L’éclatement de la zone euro ne changera rien à la crise. A l’origine, il y a d’abord la crise financière et l’absence de régulation et de contrôle des banques ; il y a aussi des politiques économiques insoutenables menées par des pays pourtant érigés en modèles lors de la dernière décennie. Ainsi le modèle de développement irlandais fondé sur le dumping fiscal n’était pas soutenable tout comme le modèle espagnol fondé, entre autres, sur la construction et le boom du crédit immobilier. Quant à la Grèce te le Portugal, ils paient leur manque de compétitivité et, pour la Grèce, la falsification de ses comptes publics.

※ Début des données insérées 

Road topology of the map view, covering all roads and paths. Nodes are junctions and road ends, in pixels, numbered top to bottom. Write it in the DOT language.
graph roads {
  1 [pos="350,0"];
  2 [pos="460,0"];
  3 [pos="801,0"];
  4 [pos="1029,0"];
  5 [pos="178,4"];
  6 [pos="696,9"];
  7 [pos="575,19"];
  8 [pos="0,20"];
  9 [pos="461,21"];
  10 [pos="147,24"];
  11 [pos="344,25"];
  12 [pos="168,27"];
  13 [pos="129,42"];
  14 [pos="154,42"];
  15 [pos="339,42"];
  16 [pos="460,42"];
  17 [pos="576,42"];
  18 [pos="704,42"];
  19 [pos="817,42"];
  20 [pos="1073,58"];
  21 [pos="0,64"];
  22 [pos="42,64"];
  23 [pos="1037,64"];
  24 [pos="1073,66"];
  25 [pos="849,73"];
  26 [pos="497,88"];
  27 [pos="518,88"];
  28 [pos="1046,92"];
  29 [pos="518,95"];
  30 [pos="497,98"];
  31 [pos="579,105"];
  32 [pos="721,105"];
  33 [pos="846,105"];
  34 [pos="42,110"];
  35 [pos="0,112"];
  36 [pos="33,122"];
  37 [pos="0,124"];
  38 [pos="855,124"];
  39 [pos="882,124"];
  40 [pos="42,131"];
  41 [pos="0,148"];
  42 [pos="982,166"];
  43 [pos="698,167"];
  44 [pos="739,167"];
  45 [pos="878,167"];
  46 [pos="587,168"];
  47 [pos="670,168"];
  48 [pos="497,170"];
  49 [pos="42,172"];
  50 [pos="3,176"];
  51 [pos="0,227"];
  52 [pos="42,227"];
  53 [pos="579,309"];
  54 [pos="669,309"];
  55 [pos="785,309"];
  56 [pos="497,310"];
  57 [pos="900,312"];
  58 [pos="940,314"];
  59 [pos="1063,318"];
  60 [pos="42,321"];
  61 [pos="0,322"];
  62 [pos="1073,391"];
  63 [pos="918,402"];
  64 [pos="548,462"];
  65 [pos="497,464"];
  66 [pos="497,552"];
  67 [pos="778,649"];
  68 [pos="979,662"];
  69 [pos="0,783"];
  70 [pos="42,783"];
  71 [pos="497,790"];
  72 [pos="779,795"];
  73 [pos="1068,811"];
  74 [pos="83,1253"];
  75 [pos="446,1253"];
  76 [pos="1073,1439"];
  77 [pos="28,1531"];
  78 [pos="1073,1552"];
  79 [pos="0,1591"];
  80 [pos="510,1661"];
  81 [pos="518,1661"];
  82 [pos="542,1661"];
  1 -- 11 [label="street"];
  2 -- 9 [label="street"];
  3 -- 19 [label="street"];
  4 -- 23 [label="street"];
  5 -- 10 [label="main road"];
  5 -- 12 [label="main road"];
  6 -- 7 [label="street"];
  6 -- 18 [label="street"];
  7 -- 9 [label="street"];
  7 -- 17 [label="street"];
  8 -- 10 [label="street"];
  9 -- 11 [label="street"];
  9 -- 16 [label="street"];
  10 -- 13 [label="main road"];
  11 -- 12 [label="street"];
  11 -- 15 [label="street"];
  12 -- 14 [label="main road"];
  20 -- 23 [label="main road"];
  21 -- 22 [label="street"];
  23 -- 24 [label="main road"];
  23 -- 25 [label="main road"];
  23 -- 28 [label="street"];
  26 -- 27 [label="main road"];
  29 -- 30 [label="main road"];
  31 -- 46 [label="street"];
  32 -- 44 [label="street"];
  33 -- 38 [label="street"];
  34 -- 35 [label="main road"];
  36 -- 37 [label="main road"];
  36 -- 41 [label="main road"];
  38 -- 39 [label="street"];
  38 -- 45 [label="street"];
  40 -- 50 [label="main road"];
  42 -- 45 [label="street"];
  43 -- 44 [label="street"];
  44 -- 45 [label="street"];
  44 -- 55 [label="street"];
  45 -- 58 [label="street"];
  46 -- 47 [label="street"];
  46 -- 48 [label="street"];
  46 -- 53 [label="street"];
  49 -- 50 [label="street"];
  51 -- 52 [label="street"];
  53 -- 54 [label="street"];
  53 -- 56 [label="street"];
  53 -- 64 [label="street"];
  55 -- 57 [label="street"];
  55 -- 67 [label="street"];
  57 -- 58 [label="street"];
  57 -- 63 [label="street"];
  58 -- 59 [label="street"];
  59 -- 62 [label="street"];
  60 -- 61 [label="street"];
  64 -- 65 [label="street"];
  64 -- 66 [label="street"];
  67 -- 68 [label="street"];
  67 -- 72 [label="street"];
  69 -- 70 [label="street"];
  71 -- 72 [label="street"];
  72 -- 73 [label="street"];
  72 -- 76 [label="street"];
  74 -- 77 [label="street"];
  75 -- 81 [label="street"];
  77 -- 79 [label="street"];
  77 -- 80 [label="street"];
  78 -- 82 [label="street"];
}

Les actuelles tensions sur le marché des changes et de la dette reflètent davantage les contradictions politiques de la zone euro que l’échec de la monnaie unique. Les Etats ont préféré des stratégies économiques de court terme, assises sur des bulles spéculatives et sans concertation avec leurs partenaires. L’Allemagne, première économie européenne, a ainsi choisi une stratégie non coopérative : en spécialisant son économie vers les excédents commerciaux au détriment de la demande intérieure, elle contribue à une concurrence exacerbée entre les pays européens et oblige les moins compétitifs d’entre eux à des choix économiques risqués et insoutenables.

La sortie de crise passe par davantage d’intégration européenne

La crise européenne souligne les limites de la gouvernance économique européenne : faute de politique économique commune et de budget commun, les critères de la dette publique et du déficit sont les seuls instruments, bien insuffisants, de coordination macroéconomique des pays européens. En l’absence de définition d’intérêts communs de l’Union, il est difficile aujourd’hui d’avoir confiance dans la monnaie unique.

La sortie de crise passe donc, non par l’éclatement de la zone euro, mais par une plus grande intégration économique européenne. Aujourd’hui côté à 1,30 $, la faiblesse de l’euro est toute relative. Sa diminution devrait même satisfaire les exportateurs. Sans la monnaie unique, les pays les plus affectés par la crise auraient déjà fait faillite. Ce n’est pas dans la fin de l’euro que se jouera la sortie de crise mais plutôt dans :

  • La définition de politiques économiques communes et soutenables. Pour cela, les intérêts particuliers des pays membres doivent être dépassés au profit d’intérêts communs. L’Europe ne peut pas être une simple puissance exportatrice ou un paradis fiscal. Une réflexion doit être menée sur la notion d’économie équilibrée et de bien-être des citoyens.

  • Le renforcement du budget de l’UE. Limité à 1 % du PIB de l’UE, le budget européen ne permet pas de faire face à des chocs économiques importants. La politique structurelle ne suffit plus à assurer un rattrapage économique des pays les moins développés. Une plus grande intégration budgétaire est donc nécessaire pour financer des politiques économiques communes ambitieuses et absorber les chocs économiques.

  • La définition d’une politique de change de l’euro. L’ajustement des monnaies internationales (livre, dollar, yen) ne doit pas se faire au détriment de l’euro. Le cours de l’euro, tout comme la valeur des actifs, doivent figurer parmi les objectifs de la BCE, au même tire que la lutte contre l’inflation.

  • La simplification du processus décisionnel de l’UE. Elle permettrait une prise de décision rapide et efficace que ne permet pas aujourd’hui la juxtaposition des multiples institutions que sont la commission, le conseil de l’UE, le conseil européen ou le Président du Conseil.